▸ DATA RECORDS:
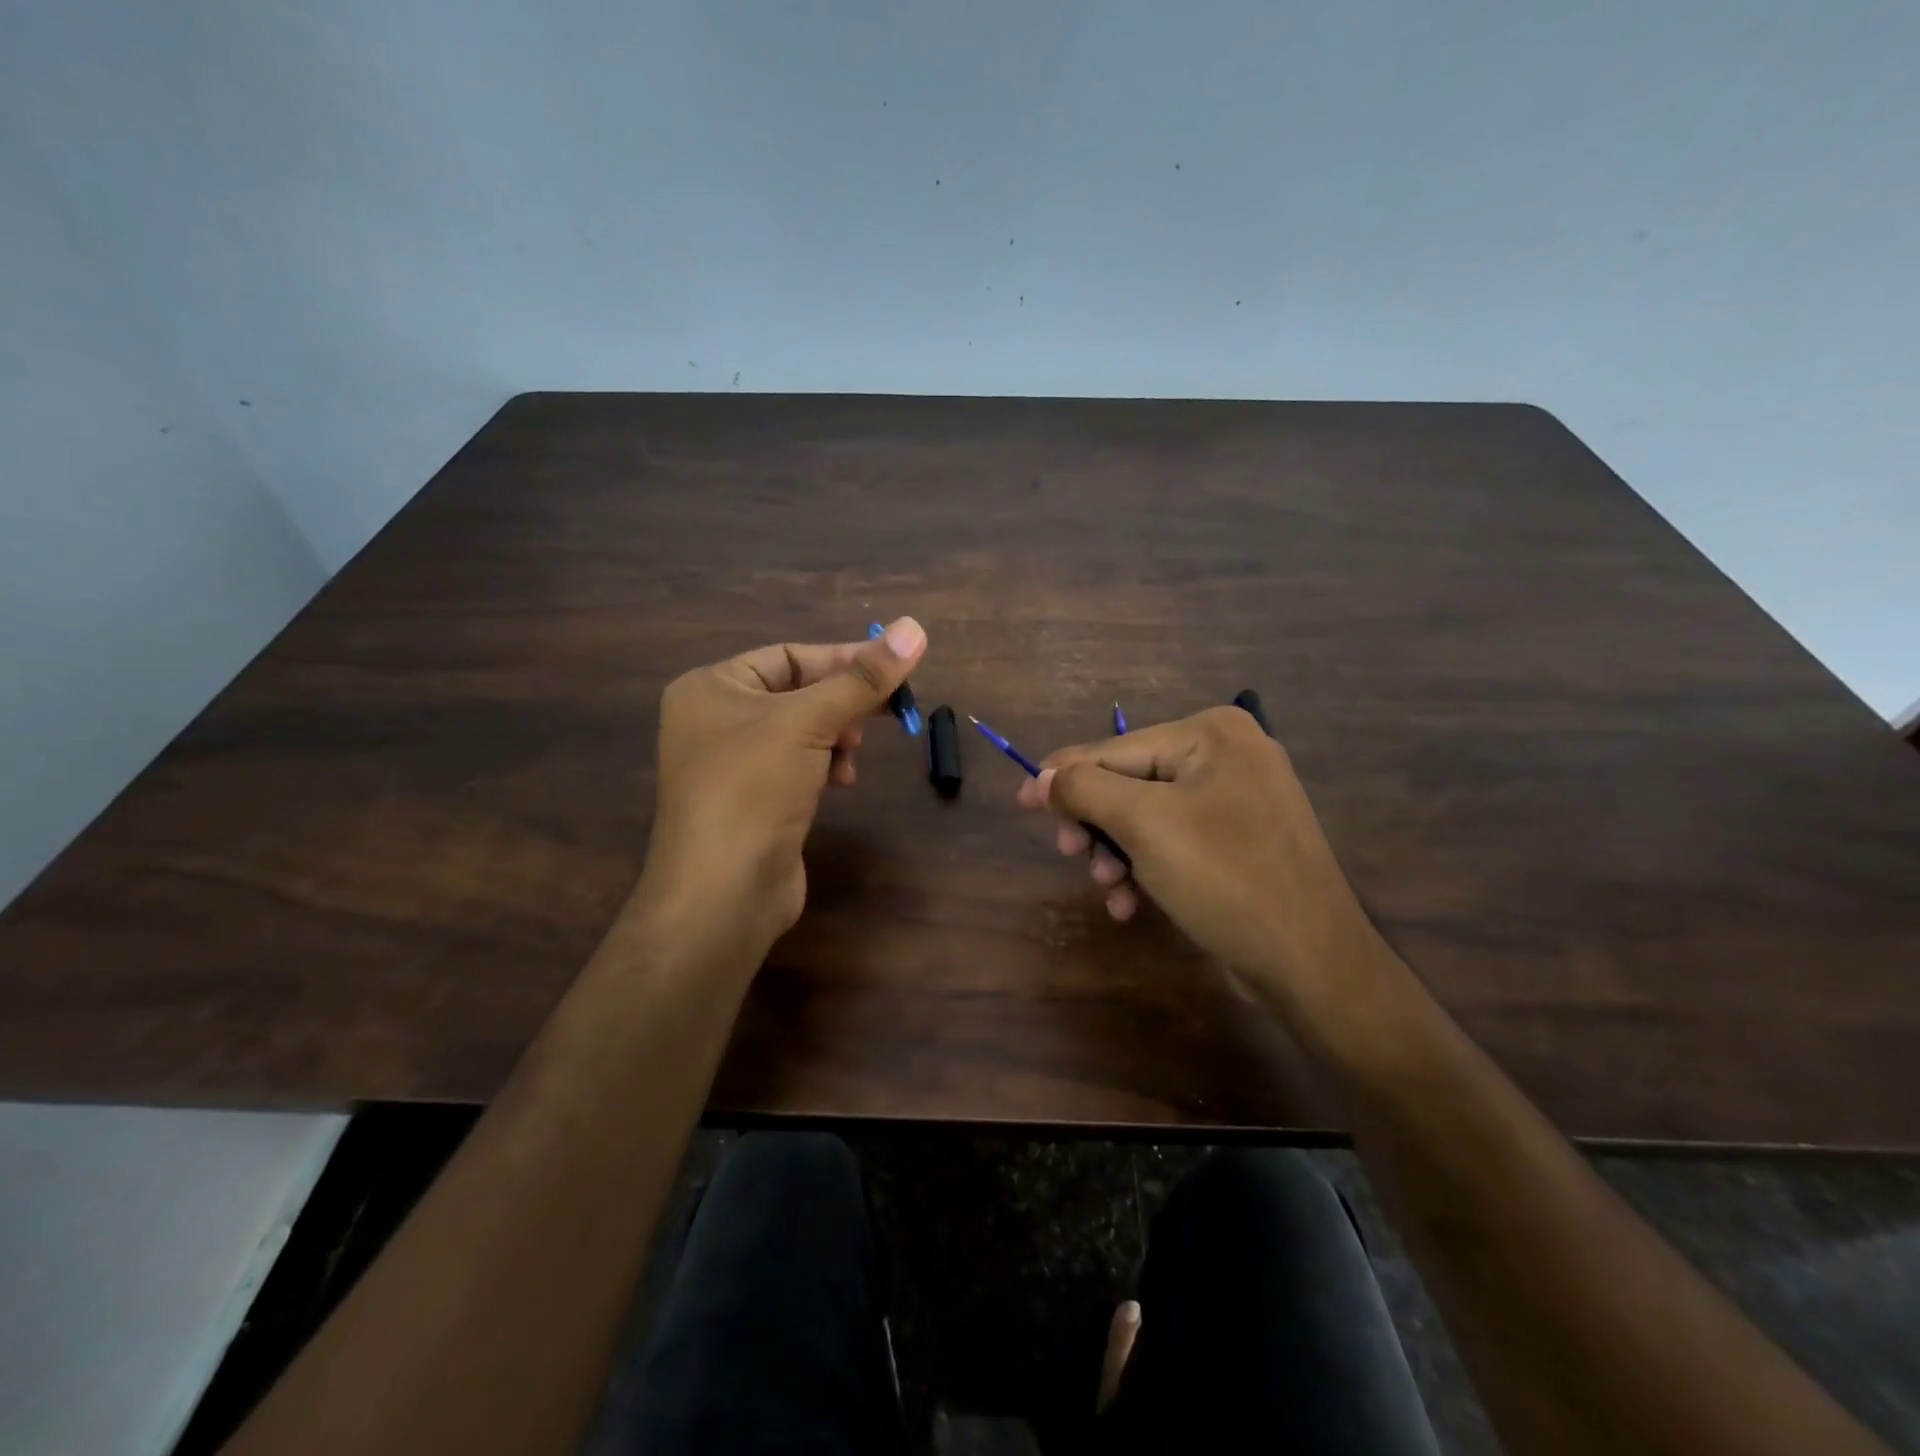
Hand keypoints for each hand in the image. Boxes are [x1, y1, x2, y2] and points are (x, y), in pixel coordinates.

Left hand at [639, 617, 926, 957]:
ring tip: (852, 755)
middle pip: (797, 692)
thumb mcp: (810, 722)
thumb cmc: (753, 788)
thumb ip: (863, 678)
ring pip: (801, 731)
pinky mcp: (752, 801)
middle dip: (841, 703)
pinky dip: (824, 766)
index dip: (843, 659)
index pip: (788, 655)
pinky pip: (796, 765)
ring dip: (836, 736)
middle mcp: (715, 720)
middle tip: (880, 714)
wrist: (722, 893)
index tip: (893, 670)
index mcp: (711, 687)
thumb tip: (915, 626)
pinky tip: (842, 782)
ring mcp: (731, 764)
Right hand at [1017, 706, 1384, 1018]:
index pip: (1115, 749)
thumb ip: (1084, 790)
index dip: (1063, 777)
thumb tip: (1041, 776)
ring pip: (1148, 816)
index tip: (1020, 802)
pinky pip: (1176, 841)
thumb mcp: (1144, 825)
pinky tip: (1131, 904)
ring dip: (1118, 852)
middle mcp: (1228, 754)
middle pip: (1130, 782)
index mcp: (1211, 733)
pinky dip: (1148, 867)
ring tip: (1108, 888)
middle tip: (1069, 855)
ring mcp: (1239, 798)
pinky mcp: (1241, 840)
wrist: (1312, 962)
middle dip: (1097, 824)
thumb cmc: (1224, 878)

▸ WHAT THE EXERCISE ASKS:
Go through the material above and output exactly the lines from the one containing "middle mcp: (715, 720)" through the one containing "thumb tip: (1041, 776)".

▸ FINISHED EXERCISE:
middle mcp: (715, 720)
middle tip: (880, 714)
wrist: (722, 893)
index tip: (893, 670)
index mcp: (711, 687)
thumb tip: (915, 626)
pinky tip: (842, 782)
ring mcp: (731, 764)
Right hand at [1017, 706, 1384, 1018]:
index pip: (1115, 749)
thumb ip: (1084, 790)
index dip: (1063, 777)
thumb tip: (1041, 776)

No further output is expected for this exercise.